NewYorkPost – Robin DiAngelo, the author and “anti-racism consultant” who rose to fame and made a fortune scolding white people for their inherent bigotry, has been accused of ripping off the work of two Asian American scholars in her 2004 doctoral thesis.
A complaint filed with the University of Washington and obtained by the Washington Free Beacon outlines 20 examples of alleged plagiarism in the “White Fragility” author’s dissertation, “Whiteness in Racial Dialogue: A Discourse Analysis.”
Among the examples cited are two paragraphs reproduced almost entirely from Northeastern University’s Thomas Nakayama — who is Asian-American — and coauthor Robert Krizek, in which DiAngelo fails to provide adequate attribution.
Another example in the complaint shows DiAngelo allegedly playing fast and loose with a paragraph written by Asian-American professor Stacey Lee of the University of Wisconsin-Madison.
In it, rather than clearly delineating that Lee had summarized the work of scholar David Theo Goldberg, the information was presented in such a way to appear as though DiAngelo herself was providing the summary herself.
National Association of Scholars President Peter Wood told the Beacon that such a move in academic circles is tantamount to “forgery.”

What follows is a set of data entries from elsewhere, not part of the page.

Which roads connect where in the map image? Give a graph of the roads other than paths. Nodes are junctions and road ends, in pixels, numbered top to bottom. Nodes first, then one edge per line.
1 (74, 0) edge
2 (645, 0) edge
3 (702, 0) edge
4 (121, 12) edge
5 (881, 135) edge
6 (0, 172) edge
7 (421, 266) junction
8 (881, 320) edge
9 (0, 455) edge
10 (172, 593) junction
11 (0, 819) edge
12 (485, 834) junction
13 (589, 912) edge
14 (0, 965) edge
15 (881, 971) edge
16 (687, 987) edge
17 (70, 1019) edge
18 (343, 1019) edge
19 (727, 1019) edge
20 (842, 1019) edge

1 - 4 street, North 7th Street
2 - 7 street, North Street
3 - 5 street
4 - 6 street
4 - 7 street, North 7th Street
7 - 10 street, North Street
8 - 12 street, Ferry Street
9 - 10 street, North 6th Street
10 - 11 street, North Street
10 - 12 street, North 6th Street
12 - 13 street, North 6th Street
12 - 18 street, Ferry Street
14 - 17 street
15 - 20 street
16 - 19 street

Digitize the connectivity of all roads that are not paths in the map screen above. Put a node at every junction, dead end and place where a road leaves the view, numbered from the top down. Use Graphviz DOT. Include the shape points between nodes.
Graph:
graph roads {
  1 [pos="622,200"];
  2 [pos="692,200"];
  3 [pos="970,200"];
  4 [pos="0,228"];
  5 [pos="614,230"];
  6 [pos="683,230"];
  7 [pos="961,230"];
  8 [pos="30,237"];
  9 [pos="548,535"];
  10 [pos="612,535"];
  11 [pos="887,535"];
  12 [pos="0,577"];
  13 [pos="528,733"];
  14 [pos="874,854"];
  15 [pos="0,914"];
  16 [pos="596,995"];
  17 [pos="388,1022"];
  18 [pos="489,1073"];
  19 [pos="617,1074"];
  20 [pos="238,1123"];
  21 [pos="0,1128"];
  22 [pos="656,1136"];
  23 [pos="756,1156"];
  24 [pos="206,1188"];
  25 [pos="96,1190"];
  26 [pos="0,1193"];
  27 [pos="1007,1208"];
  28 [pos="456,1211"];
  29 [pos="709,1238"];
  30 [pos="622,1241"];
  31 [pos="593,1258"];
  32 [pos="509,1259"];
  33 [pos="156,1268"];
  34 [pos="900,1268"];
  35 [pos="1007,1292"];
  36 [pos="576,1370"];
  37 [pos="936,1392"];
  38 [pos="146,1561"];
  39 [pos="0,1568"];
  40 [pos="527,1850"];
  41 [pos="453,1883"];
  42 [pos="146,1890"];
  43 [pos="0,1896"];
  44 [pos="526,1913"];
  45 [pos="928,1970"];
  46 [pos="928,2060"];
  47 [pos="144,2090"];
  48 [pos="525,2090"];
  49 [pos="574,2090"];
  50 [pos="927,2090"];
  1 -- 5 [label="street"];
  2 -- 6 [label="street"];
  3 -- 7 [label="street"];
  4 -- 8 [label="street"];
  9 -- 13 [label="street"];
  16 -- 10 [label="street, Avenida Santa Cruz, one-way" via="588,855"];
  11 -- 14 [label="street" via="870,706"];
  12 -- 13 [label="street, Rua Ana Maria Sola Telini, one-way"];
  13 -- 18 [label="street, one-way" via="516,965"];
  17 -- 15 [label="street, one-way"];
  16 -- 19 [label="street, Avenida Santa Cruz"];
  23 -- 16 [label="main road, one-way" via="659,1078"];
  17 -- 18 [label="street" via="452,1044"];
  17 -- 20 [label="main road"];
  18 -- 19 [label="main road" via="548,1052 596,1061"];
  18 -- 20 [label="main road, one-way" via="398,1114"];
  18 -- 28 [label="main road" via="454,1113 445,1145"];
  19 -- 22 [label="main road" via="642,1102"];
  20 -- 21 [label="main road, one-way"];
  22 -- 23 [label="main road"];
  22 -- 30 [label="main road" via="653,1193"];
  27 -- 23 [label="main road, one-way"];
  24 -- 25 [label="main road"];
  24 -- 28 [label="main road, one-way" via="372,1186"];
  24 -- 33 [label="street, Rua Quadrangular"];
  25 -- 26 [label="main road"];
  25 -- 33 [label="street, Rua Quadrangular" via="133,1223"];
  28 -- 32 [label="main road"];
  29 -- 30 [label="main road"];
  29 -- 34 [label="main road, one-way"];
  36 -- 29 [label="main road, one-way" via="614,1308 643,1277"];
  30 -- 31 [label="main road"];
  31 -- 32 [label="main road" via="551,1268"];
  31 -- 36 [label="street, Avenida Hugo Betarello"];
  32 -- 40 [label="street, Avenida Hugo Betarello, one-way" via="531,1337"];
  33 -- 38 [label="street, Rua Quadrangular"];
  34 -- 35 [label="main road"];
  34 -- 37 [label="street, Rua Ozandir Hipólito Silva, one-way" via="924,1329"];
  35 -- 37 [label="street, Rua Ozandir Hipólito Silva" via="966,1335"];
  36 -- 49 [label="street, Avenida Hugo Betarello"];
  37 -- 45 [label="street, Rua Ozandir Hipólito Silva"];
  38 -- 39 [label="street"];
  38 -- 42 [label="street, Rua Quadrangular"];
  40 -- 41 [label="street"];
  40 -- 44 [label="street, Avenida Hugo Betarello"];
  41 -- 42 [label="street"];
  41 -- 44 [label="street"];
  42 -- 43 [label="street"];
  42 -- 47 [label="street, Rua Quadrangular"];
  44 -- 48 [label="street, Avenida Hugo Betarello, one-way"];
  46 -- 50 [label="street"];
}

“It is never appropriate to use the secondary source without acknowledging it, and even worse to present it as one’s own words,” said the ex-Boston University provost. “That’s plagiarism.”
On her own website’s “accountability statement,” DiAngelo goes into great detail about how she claims to hold herself accountable in a variety of different contexts when it comes to her business and personal dealings with nonwhites.
“Always cite and give credit to the work of BIPOC [black, indigenous and people of color] people who have informed your thinking,” she writes in a section explicitly about how to properly provide academic citation.
“When you use a phrase or idea you got from a BIPOC person, credit them.”
As the Beacon points out, DiAngelo’s status as a doctor and her Ph.D in multicultural education have been key to promoting her book, her high-dollar speaking engagements and her therapeutic seminars where attendees pay up to $40,000 a head to hear all about how racist they are.
She’s often formally referred to either as “Dr. Robin DiAngelo” or “Robin DiAngelo, PhD” in marketing materials, including the header of her own website, where she claims to have coined the term “white fragility” in a 2011 academic article.
The allegations against DiAngelo follow a rash of recent similar accusations raised in the highest levels of American academia.
Former Harvard President Claudine Gay faced dozens of plagiarism accusations before resigning in disgrace in January. Her Columbia University counterpart, Nemat “Minouche” Shafik, who resigned earlier this month following a spate of anti-Israel protests on her campus, came under fire for allegedly screwing a former underling out of credit in a 1994 research paper.